Monday, December 06, 2004



Utterly, utterly dishonest

If anybody needs a further example of Stephen Franks' intellectual dishonesty over the Civil Union Bill, they only need to consider his minority view in the select committee report [PDF]:

Further, as a lawyer, the ACT member is affronted by a bill which establishes a machinery which focuses around the exchange of solemn vows, mimicking the marriage ceremony, without any definded content to the vows. In theory the parties could exchange vows to join in civil union for one day, without exclusivity

Why is this intellectually dishonest? Two reasons. Firstly, because the vows in a civil union are utterly meaningless in a legal sense.
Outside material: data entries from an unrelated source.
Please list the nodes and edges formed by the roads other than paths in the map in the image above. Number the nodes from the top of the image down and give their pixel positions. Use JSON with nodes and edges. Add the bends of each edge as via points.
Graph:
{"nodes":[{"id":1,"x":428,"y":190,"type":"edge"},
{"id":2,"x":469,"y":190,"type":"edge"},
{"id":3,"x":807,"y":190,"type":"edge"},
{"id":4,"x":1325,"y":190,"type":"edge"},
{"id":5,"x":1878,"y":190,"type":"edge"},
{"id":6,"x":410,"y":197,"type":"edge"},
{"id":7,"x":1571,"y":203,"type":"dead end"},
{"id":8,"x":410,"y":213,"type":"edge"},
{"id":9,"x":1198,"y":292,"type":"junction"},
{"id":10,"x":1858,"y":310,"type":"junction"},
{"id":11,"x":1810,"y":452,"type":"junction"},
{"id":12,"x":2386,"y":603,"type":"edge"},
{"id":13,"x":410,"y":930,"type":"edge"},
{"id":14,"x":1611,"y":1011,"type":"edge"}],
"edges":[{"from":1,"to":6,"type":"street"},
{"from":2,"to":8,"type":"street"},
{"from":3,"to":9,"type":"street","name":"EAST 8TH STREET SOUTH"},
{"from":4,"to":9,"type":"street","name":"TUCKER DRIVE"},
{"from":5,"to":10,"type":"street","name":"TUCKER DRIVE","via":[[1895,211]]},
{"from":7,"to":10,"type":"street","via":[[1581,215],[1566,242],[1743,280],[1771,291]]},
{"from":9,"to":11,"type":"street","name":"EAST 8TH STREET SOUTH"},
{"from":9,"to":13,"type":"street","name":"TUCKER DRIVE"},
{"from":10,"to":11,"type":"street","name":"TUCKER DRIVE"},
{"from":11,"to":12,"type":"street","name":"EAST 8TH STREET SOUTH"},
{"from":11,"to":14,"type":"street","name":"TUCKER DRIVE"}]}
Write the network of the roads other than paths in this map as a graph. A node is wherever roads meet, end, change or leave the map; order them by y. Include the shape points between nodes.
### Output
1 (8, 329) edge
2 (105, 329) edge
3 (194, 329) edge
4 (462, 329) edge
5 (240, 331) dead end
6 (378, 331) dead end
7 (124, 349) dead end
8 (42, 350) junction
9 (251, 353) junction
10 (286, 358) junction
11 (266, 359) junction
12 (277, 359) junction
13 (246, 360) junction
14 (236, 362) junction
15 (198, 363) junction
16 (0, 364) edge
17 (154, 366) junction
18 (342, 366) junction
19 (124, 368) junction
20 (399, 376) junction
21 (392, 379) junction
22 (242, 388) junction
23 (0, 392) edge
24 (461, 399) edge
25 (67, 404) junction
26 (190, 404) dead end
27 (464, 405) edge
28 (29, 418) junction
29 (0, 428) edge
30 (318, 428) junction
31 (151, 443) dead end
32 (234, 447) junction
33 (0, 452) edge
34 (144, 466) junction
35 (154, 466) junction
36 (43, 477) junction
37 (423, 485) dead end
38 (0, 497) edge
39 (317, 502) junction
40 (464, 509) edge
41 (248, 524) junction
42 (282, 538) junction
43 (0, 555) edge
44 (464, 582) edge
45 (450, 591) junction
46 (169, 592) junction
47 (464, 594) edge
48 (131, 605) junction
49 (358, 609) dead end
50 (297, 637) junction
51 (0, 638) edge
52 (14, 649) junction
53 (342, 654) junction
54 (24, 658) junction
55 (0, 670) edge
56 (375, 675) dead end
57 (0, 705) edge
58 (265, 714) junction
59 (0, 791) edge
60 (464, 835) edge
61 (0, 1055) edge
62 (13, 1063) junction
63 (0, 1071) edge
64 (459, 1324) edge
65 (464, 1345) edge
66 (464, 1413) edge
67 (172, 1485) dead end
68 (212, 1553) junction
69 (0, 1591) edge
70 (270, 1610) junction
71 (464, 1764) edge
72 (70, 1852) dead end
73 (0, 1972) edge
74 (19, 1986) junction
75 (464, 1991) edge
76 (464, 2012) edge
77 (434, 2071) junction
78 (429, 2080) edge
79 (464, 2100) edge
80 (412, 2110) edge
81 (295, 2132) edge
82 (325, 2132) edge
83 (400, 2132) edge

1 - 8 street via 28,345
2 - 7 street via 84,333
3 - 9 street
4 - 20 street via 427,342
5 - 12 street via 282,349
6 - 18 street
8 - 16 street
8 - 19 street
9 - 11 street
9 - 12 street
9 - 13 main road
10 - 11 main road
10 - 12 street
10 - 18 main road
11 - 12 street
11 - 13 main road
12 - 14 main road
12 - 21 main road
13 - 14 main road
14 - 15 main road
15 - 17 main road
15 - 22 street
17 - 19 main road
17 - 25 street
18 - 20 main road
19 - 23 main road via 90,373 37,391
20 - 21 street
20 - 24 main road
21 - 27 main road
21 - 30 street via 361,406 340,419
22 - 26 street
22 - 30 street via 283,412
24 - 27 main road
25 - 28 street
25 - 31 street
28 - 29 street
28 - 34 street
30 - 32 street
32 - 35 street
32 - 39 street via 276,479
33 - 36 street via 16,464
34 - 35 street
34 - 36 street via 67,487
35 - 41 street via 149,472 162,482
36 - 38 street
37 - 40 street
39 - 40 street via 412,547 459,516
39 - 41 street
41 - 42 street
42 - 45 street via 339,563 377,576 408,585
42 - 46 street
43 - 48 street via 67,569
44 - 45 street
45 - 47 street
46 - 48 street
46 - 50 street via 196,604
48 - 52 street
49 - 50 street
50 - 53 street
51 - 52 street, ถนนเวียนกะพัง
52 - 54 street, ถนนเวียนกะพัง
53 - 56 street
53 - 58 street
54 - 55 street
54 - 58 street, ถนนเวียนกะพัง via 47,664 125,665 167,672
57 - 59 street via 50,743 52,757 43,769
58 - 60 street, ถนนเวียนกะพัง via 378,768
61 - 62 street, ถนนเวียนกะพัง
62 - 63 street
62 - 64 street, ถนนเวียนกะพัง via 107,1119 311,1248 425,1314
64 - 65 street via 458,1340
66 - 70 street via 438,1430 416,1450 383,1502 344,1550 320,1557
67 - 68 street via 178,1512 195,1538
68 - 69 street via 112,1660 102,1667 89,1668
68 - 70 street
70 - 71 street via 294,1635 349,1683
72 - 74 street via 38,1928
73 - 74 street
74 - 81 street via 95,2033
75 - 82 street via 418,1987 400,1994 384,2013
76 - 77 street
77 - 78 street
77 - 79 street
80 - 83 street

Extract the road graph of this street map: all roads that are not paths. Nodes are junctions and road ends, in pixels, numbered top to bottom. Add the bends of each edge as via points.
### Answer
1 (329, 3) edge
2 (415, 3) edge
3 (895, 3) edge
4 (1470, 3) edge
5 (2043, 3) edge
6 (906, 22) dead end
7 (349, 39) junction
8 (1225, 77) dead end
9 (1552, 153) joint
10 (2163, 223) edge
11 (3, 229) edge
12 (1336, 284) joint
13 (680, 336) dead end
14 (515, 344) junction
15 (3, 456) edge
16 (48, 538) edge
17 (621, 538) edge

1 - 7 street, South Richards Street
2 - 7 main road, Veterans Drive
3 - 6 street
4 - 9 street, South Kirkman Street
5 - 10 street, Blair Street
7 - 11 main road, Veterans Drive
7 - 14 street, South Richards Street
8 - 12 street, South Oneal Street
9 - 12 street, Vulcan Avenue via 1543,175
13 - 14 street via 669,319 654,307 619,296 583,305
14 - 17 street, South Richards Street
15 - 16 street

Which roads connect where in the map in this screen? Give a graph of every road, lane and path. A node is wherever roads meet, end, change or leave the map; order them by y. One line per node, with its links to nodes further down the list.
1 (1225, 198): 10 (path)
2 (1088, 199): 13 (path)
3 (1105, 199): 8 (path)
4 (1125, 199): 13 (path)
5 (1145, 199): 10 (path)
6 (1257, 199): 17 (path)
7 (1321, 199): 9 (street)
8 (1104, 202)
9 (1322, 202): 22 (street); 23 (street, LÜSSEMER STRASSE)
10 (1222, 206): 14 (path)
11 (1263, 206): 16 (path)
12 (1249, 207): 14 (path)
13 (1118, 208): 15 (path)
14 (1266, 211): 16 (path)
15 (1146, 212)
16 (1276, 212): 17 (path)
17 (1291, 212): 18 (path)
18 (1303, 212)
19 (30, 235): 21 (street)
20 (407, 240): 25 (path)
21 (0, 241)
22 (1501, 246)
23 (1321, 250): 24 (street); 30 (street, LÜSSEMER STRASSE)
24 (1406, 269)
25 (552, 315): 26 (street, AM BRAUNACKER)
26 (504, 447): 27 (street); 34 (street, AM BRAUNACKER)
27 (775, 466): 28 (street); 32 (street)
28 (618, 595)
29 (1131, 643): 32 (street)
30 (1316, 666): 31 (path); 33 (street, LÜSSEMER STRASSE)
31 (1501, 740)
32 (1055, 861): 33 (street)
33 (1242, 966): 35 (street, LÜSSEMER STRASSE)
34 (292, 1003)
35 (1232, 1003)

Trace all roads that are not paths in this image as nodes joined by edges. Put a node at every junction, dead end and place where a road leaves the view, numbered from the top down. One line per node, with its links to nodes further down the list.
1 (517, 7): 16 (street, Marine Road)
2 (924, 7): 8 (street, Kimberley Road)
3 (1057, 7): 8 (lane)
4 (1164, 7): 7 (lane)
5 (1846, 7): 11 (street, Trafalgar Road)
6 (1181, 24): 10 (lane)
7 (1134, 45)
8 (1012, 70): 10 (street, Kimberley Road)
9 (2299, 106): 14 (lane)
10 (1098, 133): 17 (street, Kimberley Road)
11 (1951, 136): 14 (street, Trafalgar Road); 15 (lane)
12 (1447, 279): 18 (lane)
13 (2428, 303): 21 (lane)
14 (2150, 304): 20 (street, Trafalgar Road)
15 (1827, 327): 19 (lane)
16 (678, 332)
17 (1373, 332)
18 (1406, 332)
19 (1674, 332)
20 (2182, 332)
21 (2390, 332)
The parties could indeed vow to join in Civil Union for one day, without exclusivity - but they would still have to separate for two years before that union could be dissolved (unless they could access one of the specified grounds for immediate annulment - like being under 16). But secondly - and this is what makes it utterly, utterly dishonest - is that there is no legal content to marriage vows either. While people can (and usually do) swear faithfulness and exclusivity in their marriage vows, they don't have to; it is just as possible to swear to a short-term, non-exclusive relationship for marriage as it would be for a civil union, and it would be just as legally meaningless. As laid out in section 31 (3) (a) of the Marriage Act (1955), all that is required to solemnise a marriage is a statement by either party of "I AB, take you CD, to be my legal wife or husband" or words to that effect. The rest of the ceremony is filler.

Stephen Franks continually portrays himself as being the man who actually reads the legislation and understands what it really means. He cannot therefore claim ignorance as a defence for the above - he is simply being grossly intellectually dishonest in order to pander to bigots.